Did the film deserve to win, having seen the four other films nominated that year The Departed was the best of that group. Not to say 2006 wasn't also a strong year, Christopher Nolan's The Prestige, Guillermo Del Toro's Pan's Labyrinth, would have both been worthy winners though neither were nominated.



Think you used enough dynamite there, Butch?
I think I did see 'The Departed' first and it became an instant favourite. When I watched 'Internal affairs' it felt like a tribute act, quite similar, just not the same quality.

Each to their own though right?
exactly.
I'm sure if I had seen Departed first, that would have been the favorite and Infernal feel like a replica. Like I said, it all depends on which one you saw first, it seems



Think you used enough dynamite there, Butch?


Did the film deserve to win, having seen the four other films nominated that year The Departed was the best of that group. Not to say 2006 wasn't also a strong year, Christopher Nolan's The Prestige, Guillermo Del Toro's Pan's Labyrinth, would have both been worthy winners though neither were nominated.
Both Prestige and Pan's Labyrinth REALLY deserved to have been in the running that year.





American Beauty is sadly a maligned film, which I disagree with. Alan Ball's writing, Thomas Newman's soundtrack and especially Conrad Hall's cinematography elevate this film into classic status. It looks great, it sounds great and it's funny. The criticism of the film is that an older man falling infatuation with a teenager shouldn't be romanticized and you should be happy with a meandering middle class existence enjoy the ennui.



But the dogma of the film isn't necessarily the point, the film is a deconstruction of a murder mystery where the build is to the murder and we see all the suspects and reasoning for killing Lester. The film is also a homage to the melodramas of the 50's it gets that nice rich technicolor look while using minimal CGI.


So did it deserve it's win...well 1999 is often considered one of the great years of all-time. Perhaps if the Academy were more forward thinking they would have gone with The Matrix, they might have ended up making a huge error and give to M Nigh Shyamalan's Sixth Sense. But at the end of the day American Beauty was the best pick...even though my vote would have been for Magnolia.

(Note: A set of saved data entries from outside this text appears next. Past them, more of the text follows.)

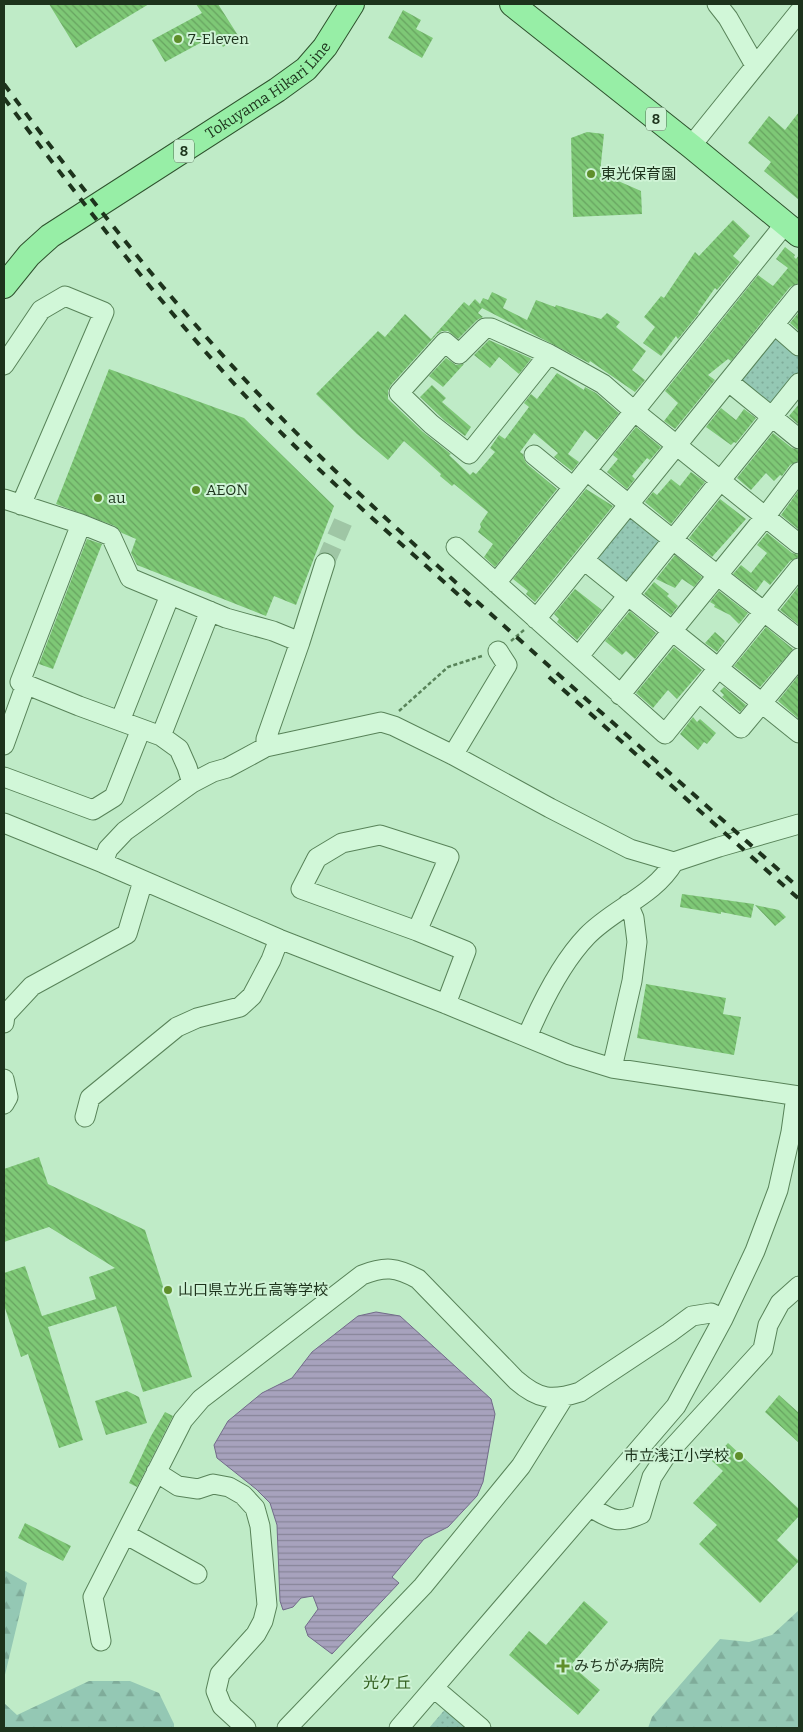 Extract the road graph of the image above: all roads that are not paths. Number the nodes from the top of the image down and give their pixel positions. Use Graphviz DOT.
graph roads {
  1 [pos="352,4"];
  2 [pos="512,4"];
  3 [pos="717,4"];
  4 [pos="799,12"];
  5 [pos="757,64"];
  6 [pos="691,146"];
  7 [pos="792,229"];
  8 [pos="4,286"];
  9 [pos="799,294"];
  10 [pos="775,325"];
  11 [pos="799,346"];
  12 [pos="549,354"];
  13 [pos="4,365"];
  14 [pos="728,382"];
  15 [pos="799,383"];
  16 [pos="634,411"];
  17 [pos="771,418"];
  18 [pos="799,439"];
  19 [pos="676,445"];
  20 [pos="534,455"];
  21 [pos="587,471"];
  22 [pos="799,472"];
  23 [pos="720,480"];
  24 [pos="573,486"];
  25 [pos="12,502"];
  26 [pos="629,504"];
  27 [pos="765,517"];
  28 [pos="81,524"];
  29 [pos="673,540"];
  30 [pos="799,544"];
  31 [pos="456,547"];
  32 [pos="584,560"];
  33 [pos="325,563"];
  34 [pos="799,568"];
  35 [pos="717,575"];
  36 [pos="496,583"];
  37 [pos="170,595"];
  38 [pos="628,596"];
  39 [pos="764,610"];
  40 [pos="210,611"];
  41 [pos="536,619"];
  42 [pos="671,630"];
  43 [pos="799,639"];
  44 [pos="300,642"];
  45 [pos="498,651"];
  46 [pos="579,656"];
  47 [pos="799,658"];
  48 [pos="718,667"];
  49 [pos="26,684"];
  50 [pos="699,692"];
  51 [pos="620,695"];
  52 [pos="763,702"];
  53 [pos="120,721"];
  54 [pos="141,729"];
  55 [pos="799,733"];
  56 [pos="161,736"];
  57 [pos="4,745"];
  58 [pos="266,747"];
  59 [pos="453,755"];
  60 [pos="4,777"];
  61 [pos="192,783"];
  62 [pos="4,823"];
  63 [pos="799,824"];
  64 [pos="674,862"];
  65 [pos="103,863"];
  66 [pos="143,881"];
  67 [pos="628,904"];
  68 [pos="417,931"];
  69 [pos="279,939"];
  70 [pos="446,1004"];
  71 [pos="4,1023"];
  72 [pos="527,1037"];
  73 [pos="612,1068"];
  74 [pos="4,1079"];
  75 [pos="797,1096"];
  76 [pos="4,1104"];
  77 [pos="85,1116"];
  78 [pos="799,1286"];
  79 [pos="723,1318"];
  80 [pos="564,1397"];
  81 [pos="156,1472"];
  82 [pos="590,1507"];
  83 [pos="125,1534"];
  84 [pos="197,1574"];
  85 [pos="100,1641"];
  86 [pos="434,1688"];
  87 [pos="246,1728"];
  88 [pos="288,1728"];
  89 [pos="399,1728"];
  90 [pos="481,1728"];
  1 -- 8 [label="main road, Tokuyama Hikari Line / 8"];
  2 -- 6 [label="main road, 8"];
  3 -- 5 [label="street"];
  4 -- 5 [label="street"];
  5 -- 6 [label="street"];
  6 -- 7 [label="main road, 8"];
  7 -- 16 [label="street"];
  9 -- 10 [label="street"];
  10 -- 11 [label="street"];
  10 -- 14 [label="street"];
  12 -- 12 [label="street"];
  12 -- 16 [label="street"];
  13 -- 25 [label="street"];
  14 -- 17 [label="street"];
  14 -- 19 [label="street"];
  15 -- 17 [label="street"];
  16 -- 19 [label="street"];
  16 -- 21 [label="street"];
  17 -- 18 [label="street"];
  17 -- 23 [label="street"];
  19 -- 23 [label="street"];
  19 -- 26 [label="street"];
  20 -- 24 [label="street"];
  21 -- 24 [label="street"];
  21 -- 26 [label="street"];
  22 -- 27 [label="street"];
  23 -- 27 [label="street"];
  23 -- 29 [label="street"];
  24 -- 36 [label="street"];
  25 -- 28 [label="street"];
  26 -- 29 [label="street"];
  26 -- 32 [label="street"];
  27 -- 30 [label="street"];
  27 -- 35 [label="street"];
  28 -- 37 [label="street"];
  28 -- 49 [label="street"];
  29 -- 35 [label="street"];
  29 -- 38 [label="street"];
  31 -- 36 [label="street"];
  32 -- 38 [label="street"];
  32 -- 41 [label="street"];
  33 -- 44 [label="street"];
  34 -- 39 [label="street"];
  35 -- 39 [label="street"];
  35 -- 42 [label="street"];
  36 -- 41 [label="street"];
  37 -- 40 [label="street"];
  37 -- 53 [label="street"];
  38 -- 42 [label="street"];
  38 -- 46 [label="street"];
  39 -- 43 [label="street"];
  39 -- 48 [label="street"];
  40 -- 44 [label="street"];
  40 -- 56 [label="street"];
  41 -- 46 [label="street"];
  42 -- 48 [label="street"];
  42 -- 51 [label="street"];
  44 -- 58 [label="street"];
  45 -- 59 [label="street"];
  46 -- 51 [label="street"];
  47 -- 52 [label="street"];
  48 -- 50 [label="street"];
  48 -- 52 [label="street"];
  49 -- 53 [label="street"];
  49 -- 57 [label="street"];
  50 -- 51 [label="street"];
  50 -- 52 [label="street"];
  52 -- 55 [label="street"];
  53 -- 54 [label="street"];
  54 -- 56 [label="street"];
  54 -- 60 [label="street"];
  56 -- 61 [label="street"];
  58 -- 59 [label="street"];
  58 -- 61 [label="street"];
  59 -- 64 [label="street"];
  61 -- 65 [label="street"];
  62 -- 65 [label="street"];
  63 -- 64 [label="street"];
  64 -- 67 [label="street"];
  65 -- 66 [label="street"];
  66 -- 69 [label="street"];
  66 -- 71 [label="street"];
  67 -- 72 [label="street"];
  67 -- 73 [label="street"];
  68 -- 68 [label="street"];
  68 -- 70 [label="street"];
  69 -- 70 [label="street"];
  69 -- 77 [label="street"];
  70 -- 72 [label="street"];
  72 -- 73 [label="street"];
  73 -- 75 [label="street"];
  74 -- 76 [label="street"];
  75 -- 79 [label="street"];
  78 -- 82 [label="street"];
  79 -- 80 [label="street"];
  79 -- 82 [label="street"];
  80 -- 81 [label="street"];
  80 -- 88 [label="street"];
  81 -- 83 [label="street"];
  81 -- 87 [label="street"];
  82 -- 86 [label="street"];
  83 -- 84 [label="street"];
  83 -- 85 [label="street"];
  86 -- 89 [label="street"];
  86 -- 90 [label="street"];
}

Platoon(1986) is a great film, telling the story of 30 platoon members in the waning days of Vietnam we follow Chris Taylor as he watches his group of soldiers dwindle down during the course of the film. One of the things I love about this film is how it feels like time is passing, each event increases the madness and terror for the troops in the war. The first big scene is suspenseful and terrifying, then you get a middle scene in a village that is pure horror but the last scene is just manic energy as the platoon loses it's final battle to a surging Viet Kong.


Berenger and Defoe received matching supporting actor noms and that was the right call. Sheen isn't really that great of a lead in a number of ways he's just a passenger and the story is about Defoe and Berenger's opposing views of the war. Stone does a great job with the camera work the film has the proper scope without the gloss that many war films have. It doesn't have a pretty feel to it but it also looks good. Everything is weathered and dirty and you get a lived in quality to the story and that goes a long way.


Did the film deserve to win...no doubt this one was far ahead of it's contemoparies quality but flawed films, Hannah and her Sisters, The Misson, Children of a Lesser God, and A Room with a View. I don't think any of those films have held up as well as Platoon has. The only real rival the film had was David Lynch's Blue Velvet but the Academy was never going to go that far out there.